In order to improve the accuracy of predicting the remaining electrical life of AC circuit breakers, ensure the safe operation of electrical equipment, and reduce economic losses caused by equipment failures, this paper studies a method based on the Savitzky–Golay convolution smoothing long short-term memory neural network for predicting the electrical life of AC circuit breakers. First, a full lifespan test is conducted to obtain degradation data throughout the entire life cycle of the AC circuit breaker, from which feature parameters that effectively reflect its operational state are extracted. Next, principal component analysis and the maximum information coefficient are used to remove redundancy in the feature parameters and choose the best subset of features. Subsequently, the Savitzky–Golay convolutional smoothing algorithm is employed to smooth the feature sequence, reducing the impact of noise and outliers on the feature sequence while preserving its main trends. Then, a secondary feature extraction is performed on the smoothed feature subset to obtain the optimal secondary feature subset. Finally, the remaining electrical lifespan of the AC circuit breaker is treated as a long-term sequence problem and the long short-term memory neural network method is used for precise time-series forecasting. The proposed model outperforms backpropagation neural networks and the gate recurrent unit in terms of prediction precision, achieving an impressive 97.4% accuracy. This demonstrates the feasibility of using time-series forecasting for predicting the residual electrical lifespan of electrical equipment and provides a reference for optimizing the method of predicting remaining electrical life.

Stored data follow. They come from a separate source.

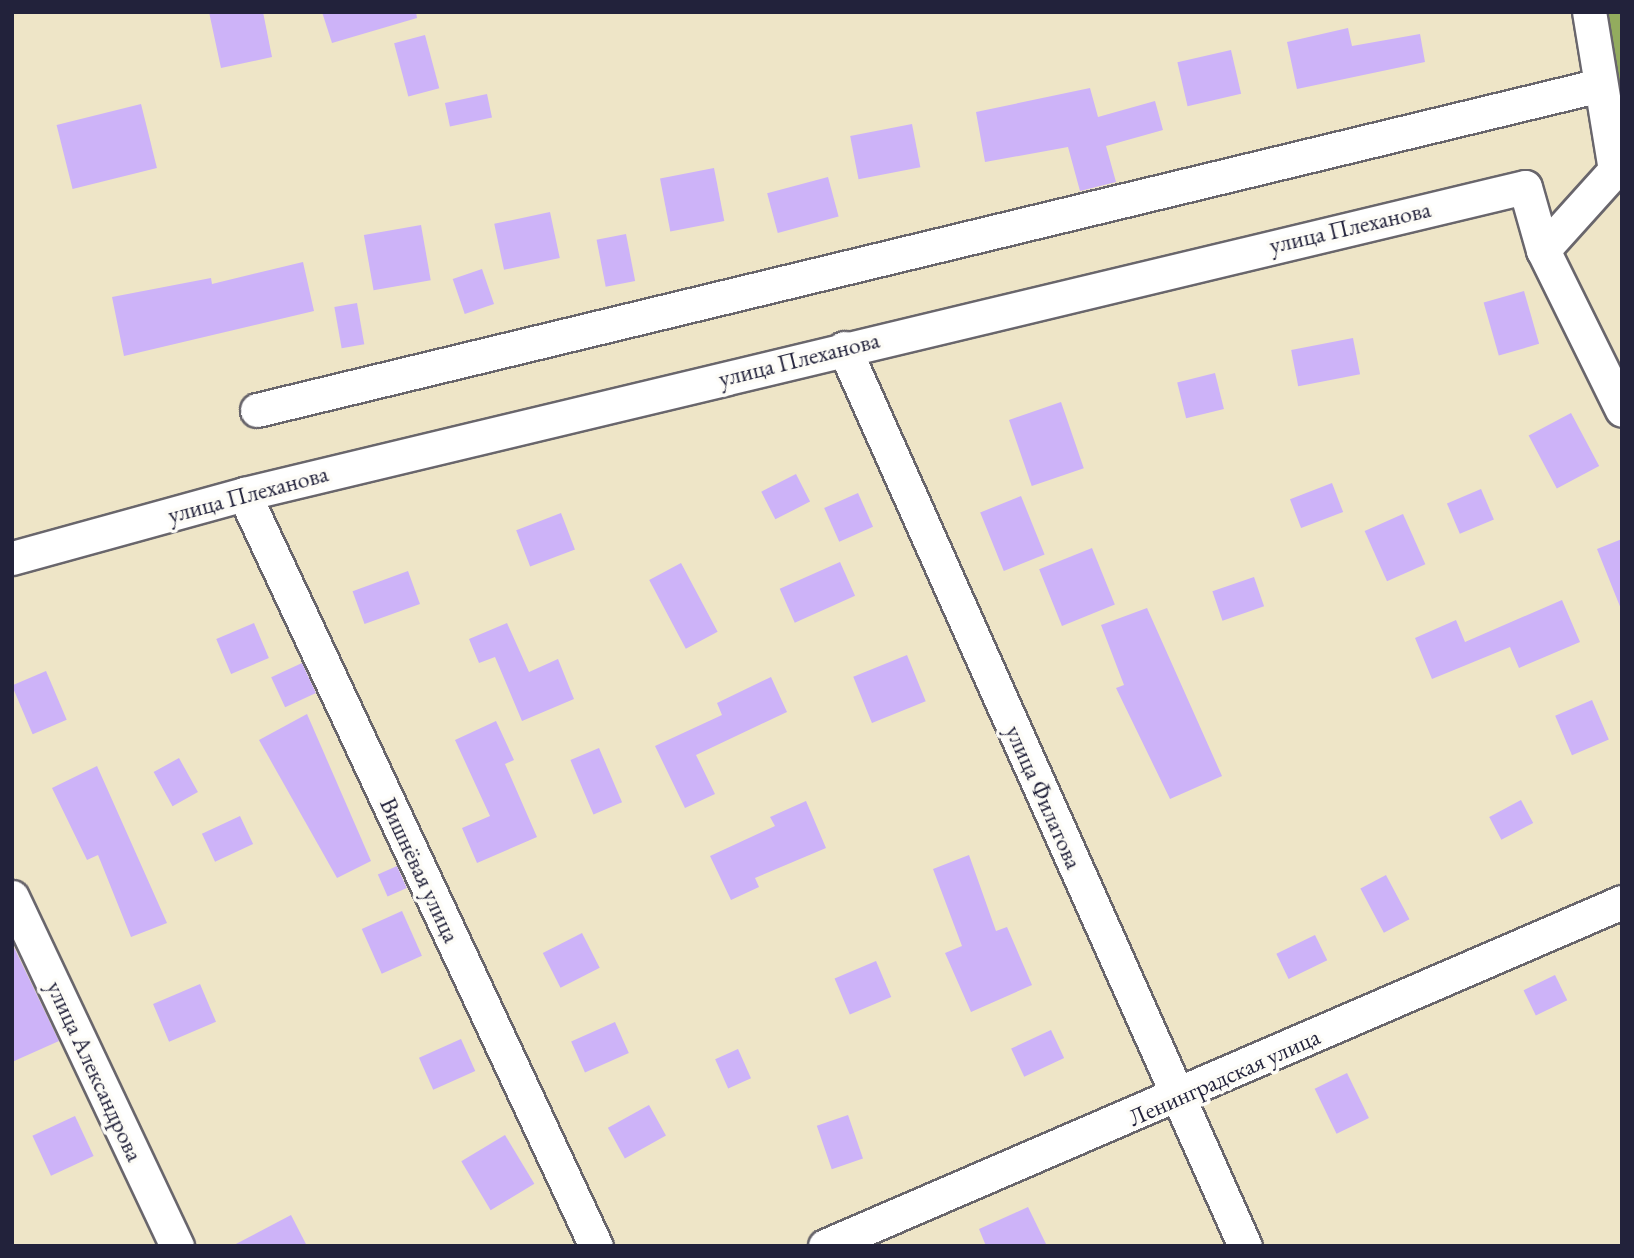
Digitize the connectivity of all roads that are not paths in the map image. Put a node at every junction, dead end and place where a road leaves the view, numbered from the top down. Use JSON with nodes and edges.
{"nodes":[{"id":1,"x":1589,"y":12,"type":"edge"},
{"id":2,"x":1600,"y":85,"type":"junction"},
{"id":3,"x":1542,"y":250,"type":"junction"},
{"id":4,"x":844,"y":348,"type":"junction"},
{"id":5,"x":257,"y":410,"type":"dead end"},
{"id":6,"x":1622,"y":410,"type":"edge"},
{"id":7,"x":244,"y":494,"type":"junction"},
{"id":8,"x":12,"y":558,"type":"edge"},
{"id":9,"x":12,"y":897,"type":"edge"},
{"id":10,"x":1622,"y":902,"type":"edge"},
{"id":11,"x":1178,"y":1099,"type":"junction"},
{"id":12,"x":177,"y":1246,"type":"edge"},
{"id":13,"x":596,"y":1246,"type":"edge"},
{"id":14,"x":825,"y":1246,"type":"edge"},
{"id":15,"x":1245,"y":1246,"type":"edge"}],
"edges":[{"from":1,"to":2,"type":"street"},
{"from":2,"to":3,"type":"street"},
{"from":2,"to":5,"type":"street"},
{"from":3,"to":4,"type":"street","name":"улица Плеханова"},
{"from":3,"to":6,"type":"street"},
{"from":4,"to":7,"type":"street","name":"улица Плеханова"},
{"from":4,"to":11,"type":"street","name":"улица Филатова"},
{"from":7,"to":8,"type":"street","name":"улица Плеханова"},
{"from":7,"to":13,"type":"street","name":"Вишнёвая улица"},
{"from":9,"to":12,"type":"street","name":"улица Александрова"},
{"from":10,"to":11,"type":"street","name":"Ленинградская улица"},
{"from":11,"to":14,"type":"street","name":"Ленинградская улица"},
{"from":11,"to":15,"type":"street","name":"улица Филатова"}]}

When it comes to the safety and reliability of power systems, low-voltage AC circuit breakers are considered essential protective devices. They are widely used in transmission, distribution, and generation fields. Their primary function is to rapidly disconnect faulty circuits in the event of a fault, ensuring the safe operation of the power system [1]. The remaining electrical life of an AC circuit breaker reflects its breaking performance in the circuit. Accurately predicting the remaining electrical life of an AC circuit breaker can detect potential faults in a timely manner, thereby improving the reliability of the power system and reducing possible economic losses.
Therefore, analyzing the aging mechanism of circuit breakers and studying the changing trends of characteristic parameters are of significant importance for evaluating the electrical lifespan of circuit breakers, as well as assessing the performance and reliability of the entire power system [2]. By combining experimental data with mathematical models, it is possible to predict the remaining electrical lifespan of circuit breakers, providing a basis for maintenance and ensuring the normal operation of power systems.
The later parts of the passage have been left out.